9. Proxies. Participant may not grant a proxy to any person, other than a revocable proxy not to exceed 30 days in duration granted to another stockholder for the sole purpose of voting for directors of the Company.
10. Representations, Etc. Each spouse individually is bound by, and such spouses interest, if any, in any Awarded Shares is subject to, the terms of this Agreement. Nothing in this Agreement shall create a community property interest where none otherwise exists.
11. Simultaneous Death. If Participant and his or her spouse both suffer a common accident or casualty which results in their respective deaths within 60 days of each other, it shall be conclusively presumed, for the purpose of this Agreement, that the Participant died first and the spouse died thereafter.
12. Dispute Resolution.
(a) Arbitration. Except as otherwise provided in Section 7, all disputes and controversies of every kind and nature between any parties hereto arising out of or in connection with this Agreement or the transactions described herein as to the construction, validity, interpretation or meaning, performance, non-performance, enforcement, operation or breach, shall be submitted to arbitration pursuant to the following procedures:
(i) After a dispute or controversy arises, any party may, in a written notice delivered to the other parties to the dispute, demand such arbitration. Such notice shall designate the name of the arbitrator (who shall be an impartial person) appointed by such party demanding arbitration, together with a statement of the matter in controversy.
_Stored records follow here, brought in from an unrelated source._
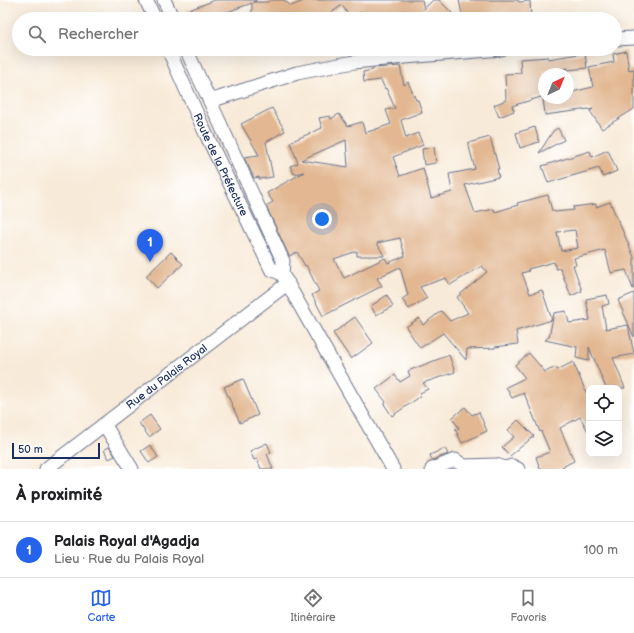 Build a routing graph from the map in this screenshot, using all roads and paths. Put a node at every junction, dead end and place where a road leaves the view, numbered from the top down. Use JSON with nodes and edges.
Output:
{"nodes":[{"id":1,"x":146,"y":0,"type":"edge"},
{"id":2,"x":164,"y":0,"type":"edge"},
{"id":3,"x":151,"y":12,"type":"edge"},
{"id":4,"x":170,"y":12,"type":"edge"},
{"id":5,"x":634,"y":38,"type":"edge"},
{"id":6,"x":622,"y":39,"type":"edge"},
{"id":7,"x":171,"y":56,"type":"edge"},
{"id":8,"x":189,"y":56,"type":"edge"},
{"id":9,"x":422,"y":56,"type":"edge"},
{"id":10,"x":210,"y":101,"type":"junction"},
{"id":11,"x":285,"y":278,"type":"junction"},
{"id":12,"x":104,"y":424,"type":"junction"},
{"id":13,"x":46,"y":469,"type":"edge"},
{"id":14,"x":132,"y":469,"type":"edge"},
{"id":15,"x":393,"y":469,"type":"edge"},
{"id":16,"x":432,"y":469,"type":"edge"},
{"id":17,"x":518,"y":469,"type":"edge"}],
"edges":[{"from":1,"to":3,"type":"street"},
{"from":2,"to":4,"type":"street"},
{"from":5,"to":6,"type":"street"},
{"from":7,"to":11,"type":"street","name":"Route de la Préfecture"},
{"from":8,"to":10,"type":"street","name":"Route de la Préfecture"},
{"from":9,"to":10,"type":"street"},
{"from":10,"to":11,"type":"street","name":"Route de la Préfecture"},
{"from":11,"to":12,"type":"street","name":"Rue du Palais Royal"},
{"from":11,"to":15,"type":"street","name":"Route de la Préfecture"},
{"from":12,"to":13,"type":"street","name":"Rue du Palais Royal"},
{"from":12,"to":14,"type":"street"},
{"from":16,"to":17,"type":"street"}]} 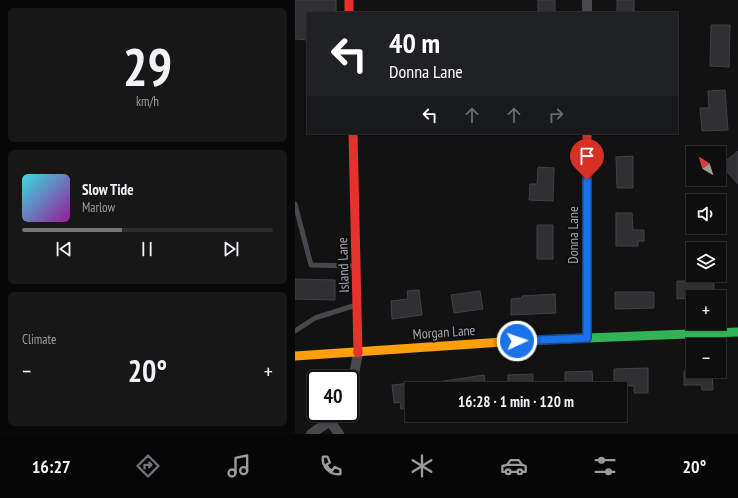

(ii) Within 30 days after receipt of such demand, the other parties shall, in a written notice delivered to the first party, name such parties arbitrator (who shall be an impartial person). If such parties fail to name an arbitrator, then the second arbitrator shall be named by the American Arbitration Association (the AAA). The two arbitrators so selected shall name a third arbitrator (who shall be an impartial person) within 30 days after appointment of the second arbitrator, or in lieu of such agreement on a third arbitrator by the two arbitrators so appointed, the third arbitrator shall be appointed by the AAA. If any arbitrator appointed hereunder shall die, resign, refuse or become unable to act before an arbitration decision is rendered, then the vacancy shall be filled by the method set forth in this Section 12 for the original appointment of such arbitrator.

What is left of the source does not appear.